Copy out the data exactly, leaving the pictures behind.

• Record extracts:
++++++

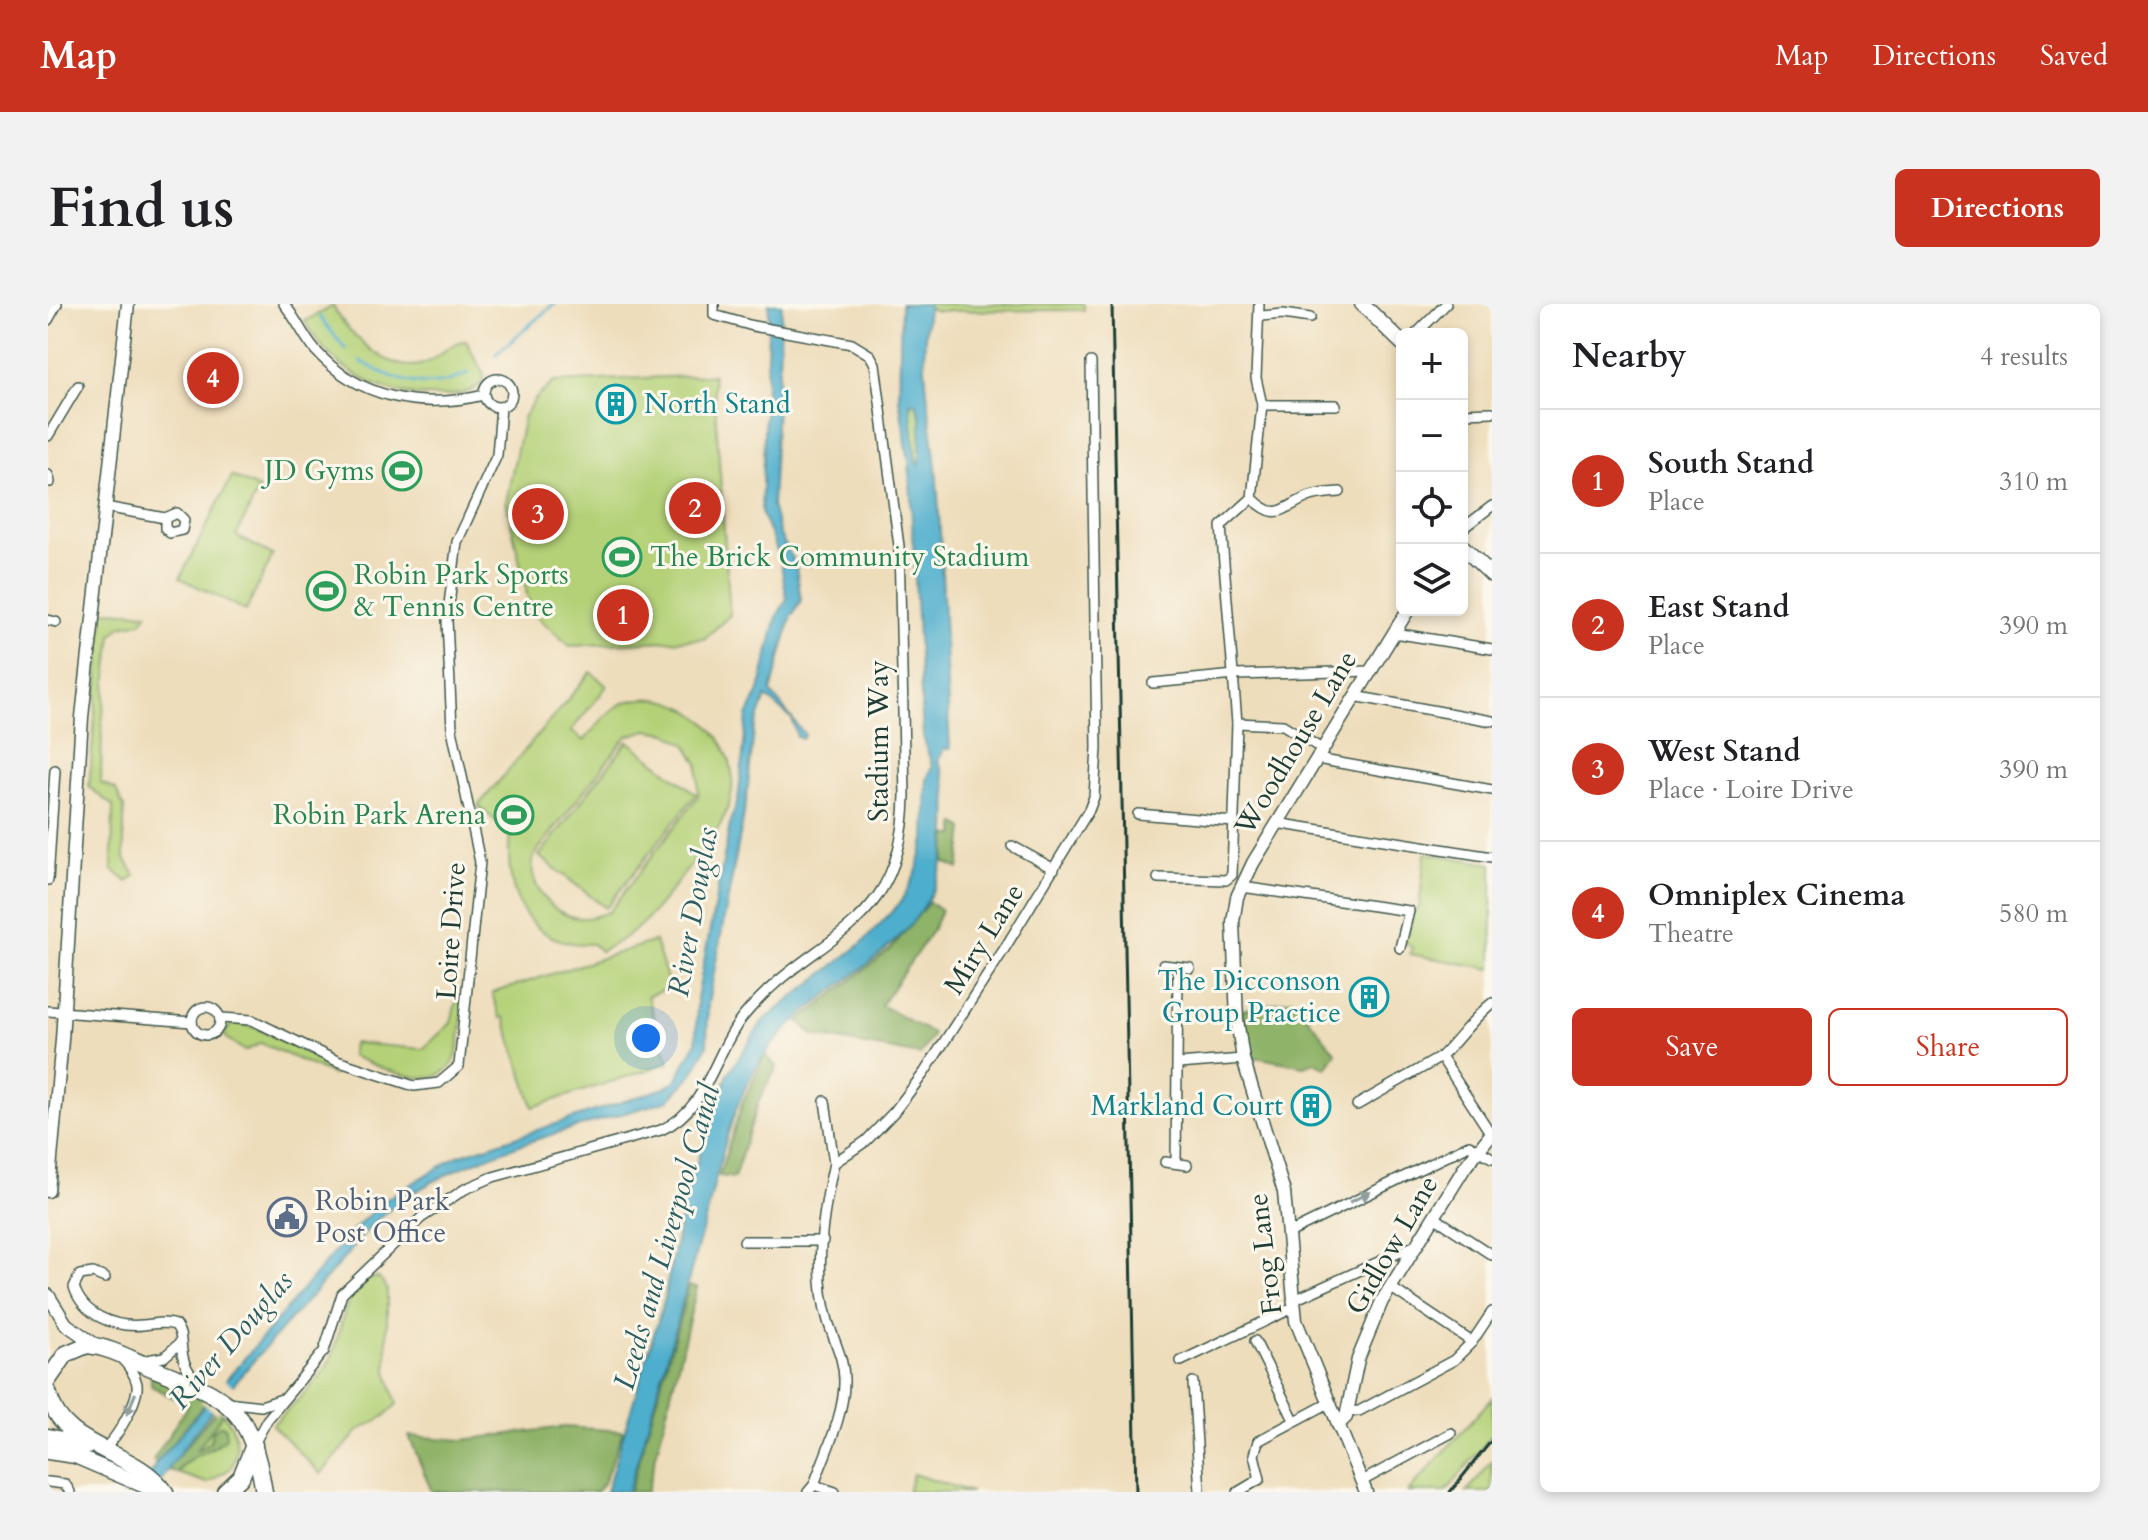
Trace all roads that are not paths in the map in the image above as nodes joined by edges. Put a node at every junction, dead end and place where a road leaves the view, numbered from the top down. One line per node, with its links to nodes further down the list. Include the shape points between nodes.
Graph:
1 (57, 304): 10 (street)
2 (128, 304): 25 (street)
3 (284, 304): 15 (street, via 316,351 357,384 418,402)
4 (714, 304): 98 (street, Stadium Way, via 714,315 862,348 875,364 899,546 905,820 890,871 876,899 853,926 742,1018 696,1102 677,1121 661,1130 510,1171 465,1189 421,1218 342,1294 324,1351)
5 (1259, 304): 8 (street)
6 (1362, 304): 12 (main road)
7 (1446, 304): 11 (street)
8 (1261, 316): 9 (street); 16 (street, via 1256,378)
9 (1310, 318)
10 (48, 320)
11 (1422, 328)
12 (1396, 337)
13 (1091, 362): 48 (street, Miry Lane, via 1094,797)
14 (78, 386): 21 (street)
15 (484, 395): 18 (street, via 492,406); 18 (street, via 491,381 506,382 512,398)
16 (1262, 405): 17 (street); 23 (street)
17 (1336, 405)
18 (501, 407): 60 (street, Loire Drive, via 497,455 457,542 447,620 452,729 480,862 459,1066 439,1083 414,1086 337,1061 252,1020)
19 (1492, 412): 20 (street)
20 (1468, 413)
21 (48, 436)
22 (1340, 492): 23 (street, via 1307,497 1276,513)
23 (1252, 498): 34 (street, via 1221,526)
24 (1492, 506): 27 (street)
25 (105, 507): 26 (street); 59 (street, via 82,717)
26 (165, 518)
27 (1468, 524)
28 (1468, 552): 29 (main road)
29 (1492, 575)
30 (1404, 616): 31 (street, Woodhouse Lane)
31 (1394, 633): 32 (street); 33 (street, Woodhouse Lane)
32 (1492, 649)
33 (1370, 671): 34 (street); 36 (street, Woodhouse Lane)
34 (1235, 675): 35 (street); 38 (street)
35 (1153, 683)
36 (1354, 696): 37 (street); 39 (street, Woodhouse Lane)
37 (1492, 721)
38 (1237, 723): 39 (street, via 1283,725); 43 (street)
39 (1320, 754): 41 (street); 44 (street, Woodhouse Lane)
40 (55, 770): 45 (street)
41 (1492, 790)
42 (1138, 814): 43 (street)
43 (1234, 822): 49 (street, via 1229,879)
44 (1276, 823): 47 (street); 51 (street, Woodhouse Lane)
45 (50, 833): 50 (street)
46 (1012, 846): 48 (street)
47 (1492, 857)
48 (1054, 869): 70 (street, Miry Lane, via 924,1073 866,1141)
49 (1158, 878)
50 (48, 880)
51 (1242, 887): 52 (street, Woodhouse Lane); 53 (street, via 1409,911)
52 (1234, 907): 63 (street, Frog Lane)
53 (1400, 948)
54 (1163, 965): 55 (street)
55 (1178, 968): 56 (street); 64 (street)
56 (1190, 968)
57 (1492, 1003): 62 (street, via 1470,1020)
58 (48, 1011): 59 (street)
59 (63, 1012): 61 (street); 72 (street)
60 (221, 1018): 61 (street, via 216,1010 204,1007); 61 (street, via 219,1028 207,1035 198,1033)
61 (192, 1022)
62 (1441, 1057): 66 (street); 67 (street)
63 (1243, 1059): 64 (street); 74 (street, Frog Lane)
64 (1178, 1064): 71 (street, via 1170,1162)
65 (825, 1101): 70 (street)
66 (1357, 1105)
67 (1492, 1133): 68 (street, Gidlow Lane)
68 (1478, 1148): 69 (street); 73 (street, Gidlow Lane); 74 (street, one-way to 68, via 1450,1153 1469,1145)
69 (1492, 1158)
70 (834, 1163): 76 (street)
71 (1187, 1165)
72 (48, 1191)
73 (1434, 1217): 77 (street, Gidlow Lane); 78 (street)
74 (1291, 1232): 82 (street, Frog Lane)
75 (744, 1241): 76 (street)
76 (823, 1241): 113 (street, via 828,1320 840,1348 844,1380 843,1398)
77 (1416, 1245): 80 (street, Gidlow Lane); 82 (street)
78 (1492, 1255)
79 (105, 1278): 86 (street, via 86,1273 76,1279 77,1296 91,1312 123,1324 172,1323 180,1330)
80 (1390, 1287): 85 (street); 95 (street, Gidlow Lane)
81 (48, 1295): 87 (street, via 66,1324)
82 (1293, 1305): 89 (street); 101 (street, Frog Lane, via 1301,1339)
83 (1492, 1312): 85 (street)
84 (1255, 1341): 90 (street)
85 (1472, 1342): 102 (street, via 1448,1364)
86 (180, 1343): 88 (street, via 164,1357); 94 (street, via 188,1371)
87 (97, 1346): 88 (highway); 92 (highway, via 79,1346 66,1354)
88 (126, 1357): 94 (highway); 108 (street, one-way to 108, via 137,1392 115,1439)
89 (1181, 1361)
90 (1268, 1371): 91 (street); 103 (street)
91 (1256, 1377)
92 (48, 1380)
93 (1193, 1382): 99 (street)
94 (208, 1389): 100 (highway)
95 (1350, 1390): 101 (street, Gidlow Lane); 102 (street, Gidlow Lane)
96 (48, 1392): 108 (highway, via 58,1418)
97 (1207, 1396): 99 (street)
98 (285, 1398): 100 (street, via 261,1406); 107 (street, via 259,1430)
99 (1194, 1398): 118 (street)
100 (227, 1402): 107 (highway)
101 (1331, 1406): 103 (street); 104 (street, Frog Lane)
102 (1348, 1412): 104 (street)
103 (1294, 1420): 119 (street, via 1256,1443 1260,1479)
104 (1338, 1425): 112 (street, Frog Lane)
105 (1451, 1433): 112 (street)
106 (48, 1437): 108 (highway)
107 (254, 1445): 115 (highway, via 241,1477); 116 (highway)
108 (100, 1449): 111 (highway)
109 (48, 1452): 111 (main road, via 75,1456)
110 (48, 1482): 114 (street, via 65,1484)
111 (154, 1487)
112 (1362, 1488)
113 (811, 1489): 117 (street)
114 (70, 1492)
115 (225, 1492)
116 (264, 1492)
117 (835, 1492)
118 (1200, 1492)
119 (1238, 1492)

++++++

• Finished task:
Trace all roads that are not paths in the map in the image above as nodes joined by edges. Put a node at every junction, dead end and place where a road leaves the view, numbered from the top down. One line per node, with its links to nodes further down the list. Include the shape points between nodes.
Graph:
1 (57, 304): 10 (street)
2 (128, 304): 25 (street)
3 (284, 304): 15 (street, via 316,351 357,384 418,402)
4 (714, 304): 98 (street, Stadium Way, via 714,315 862,348 875,364 899,546 905,820 890,871 876,899 853,926 742,1018 696,1102 677,1121 661,1130 510,1171 465,1189 421,1218 342,1294 324,1351)
5 (1259, 304): 8 (street)
6 (1362, 304): 12 (main road)
7 (1446, 304): 11 (street)
8 (1261, 316): 9 (street); 16 (street, via 1256,378)
9 (1310, 318)
10 (48, 320)
11 (1422, 328)
12 (1396, 337)
13 (1091, 362): 48 (street, Miry Lane, via 1094,797)
14 (78, 386): 21 (street)
15 (484, 395): 18 (street, via 492,406); 18 (street, via 491,381 506,382 512,398)
16 (1262, 405): 17 (street); 23 (street)
17 (1336, 405)
18 (501, 407): 60 (street, Loire Drive, via 497,455 457,542 447,620 452,729 480,862 459,1066 439,1083 414,1086 337,1061 252,1020)
19 (1492, 412): 20 (street)
20 (1468, 413)
21 (48, 436)
22 (1340, 492): 23 (street, via 1307,497 1276,513)
23 (1252, 498): 34 (street, via 1221,526)
24 (1492, 506): 27 (street)
25 (105, 507): 26 (street); 59 (street, via 82,717)
26 (165, 518)
27 (1468, 524)
28 (1468, 552): 29 (main road)
29 (1492, 575)
30 (1404, 616): 31 (street, Woodhouse Lane)
31 (1394, 633): 32 (street); 33 (street, Woodhouse Lane)
32 (1492, 649)
33 (1370, 671): 34 (street); 36 (street, Woodhouse Lane)
34 (1235, 675): 35 (street); 38 (street)
35 (1153, 683)
36 (1354, 696): 37 (street); 39 (street, Woodhouse Lane)
37 (1492, 721)
38 (1237, 723): 39 (street, via 1283,725); 43 (street)
39 (1320, 754): 41 (street); 44 (street, Woodhouse Lane)
40 (55, 770): 45 (street)
41 (1492, 790)
42 (1138, 814): 43 (street)
43 (1234, 822): 49 (street, via 1229,879)
44 (1276, 823): 47 (street); 51 (street, Woodhouse Lane)
45 (50, 833): 50 (street)
46 (1012, 846): 48 (street)
47 (1492, 857)
48 (1054, 869): 70 (street, Miry Lane, via 924,1073 866,1141)
49 (1158, 878)
50 (48, 880)
51 (1242, 887): 52 (street, Woodhouse Lane); 53 (street, via 1409,911)
52 (1234, 907): 63 (street, Frog Lane)
53 (1400, 948)
54 (1163, 965): 55 (street)
55 (1178, 968): 56 (street); 64 (street)
56 (1190, 968)
57 (1492, 1003): 62 (street, via 1470,1020)
58 (48, 1011): 59 (street)
59 (63, 1012): 61 (street); 72 (street)
60 (221, 1018): 61 (street, via 216,1010 204,1007); 61 (street, via 219,1028 207,1035 198,1033)
61 (192, 1022)
62 (1441, 1057): 66 (street); 67 (street)
63 (1243, 1059): 64 (street); 74 (street, Frog Lane)
64 (1178, 1064): 71 (street, via 1170,1162)
65 (825, 1101): 70 (street)
66 (1357, 1105)
67 (1492, 1133): 68 (street, Gidlow Lane)
68 (1478, 1148): 69 (street); 73 (street, Gidlow Lane); 74 (street, one-way to 68, via 1450,1153 1469,1145)
69 (1492, 1158)
70 (834, 1163): 76 (street)
71 (1187, 1165)
72 (48, 1191)
73 (1434, 1217): 77 (street, Gidlow Lane); 78 (street)
74 (1291, 1232): 82 (street, Frog Lane)
75 (744, 1241): 76 (street)
76 (823, 1241): 113 (street, via 828,1320 840,1348 844,1380 843,1398)
77 (1416, 1245): 80 (street, Gidlow Lane); 82 (street)
78 (1492, 1255)
79 (105, 1278): 86 (street, via 86,1273 76,1279 77,1296 91,1312 123,1324 172,1323 180,1330)
80 (1390, 1287): 85 (street); 95 (street, Gidlow Lane)
81 (48, 1295): 87 (street, via 66,1324)
82 (1293, 1305): 89 (street); 101 (street, Frog Lane, via 1301,1339)
83 (1492, 1312): 85 (street)
84 (1255, 1341): 90 (street)
85 (1472, 1342): 102 (street, via 1448,1364)
86 (180, 1343): 88 (street, via 164,1357); 94 (street, via 188,1371)
87 (97, 1346): 88 (highway); 92 (highway, via 79,1346 66,1354)
88 (126, 1357): 94 (highway); 108 (street, one-way to 108, via 137,1392 115,1439)
89 (1181, 1361)
90 (1268, 1371): 91 (street); 103 (street)
91 (1256, 1377)
92 (48, 1380)
93 (1193, 1382): 99 (street)
94 (208, 1389): 100 (highway)
95 (1350, 1390): 101 (street, Gidlow Lane); 102 (street, Gidlow Lane)
96 (48, 1392): 108 (highway, via 58,1418)
97 (1207, 1396): 99 (street)
98 (285, 1398): 100 (street, via 261,1406); 107 (street, via 259,1430)
99 (1194, 1398): 118 (street)
100 (227, 1402): 107 (highway)
101 (1331, 1406): 103 (street); 104 (street, Frog Lane)
102 (1348, 1412): 104 (street)
103 (1294, 1420): 119 (street, via 1256,1443 1260,1479)
104 (1338, 1425): 112 (street, Frog Lane)
105 (1451, 1433): 112 (street)
106 (48, 1437): 108 (highway)
107 (254, 1445): 115 (highway, via 241,1477); 116 (highway)
108 (100, 1449): 111 (highway)
109 (48, 1452): 111 (main road, via 75,1456)
110 (48, 1482): 114 (street, via 65,1484)
111 (154, 1487)
112 (1362, 1488)
113 (811, 1489): 117 (street)
114 (70, 1492)
115 (225, 1492)
116 (264, 1492)
117 (835, 1492)
118 (1200, 1492)
119 (1238, 1492)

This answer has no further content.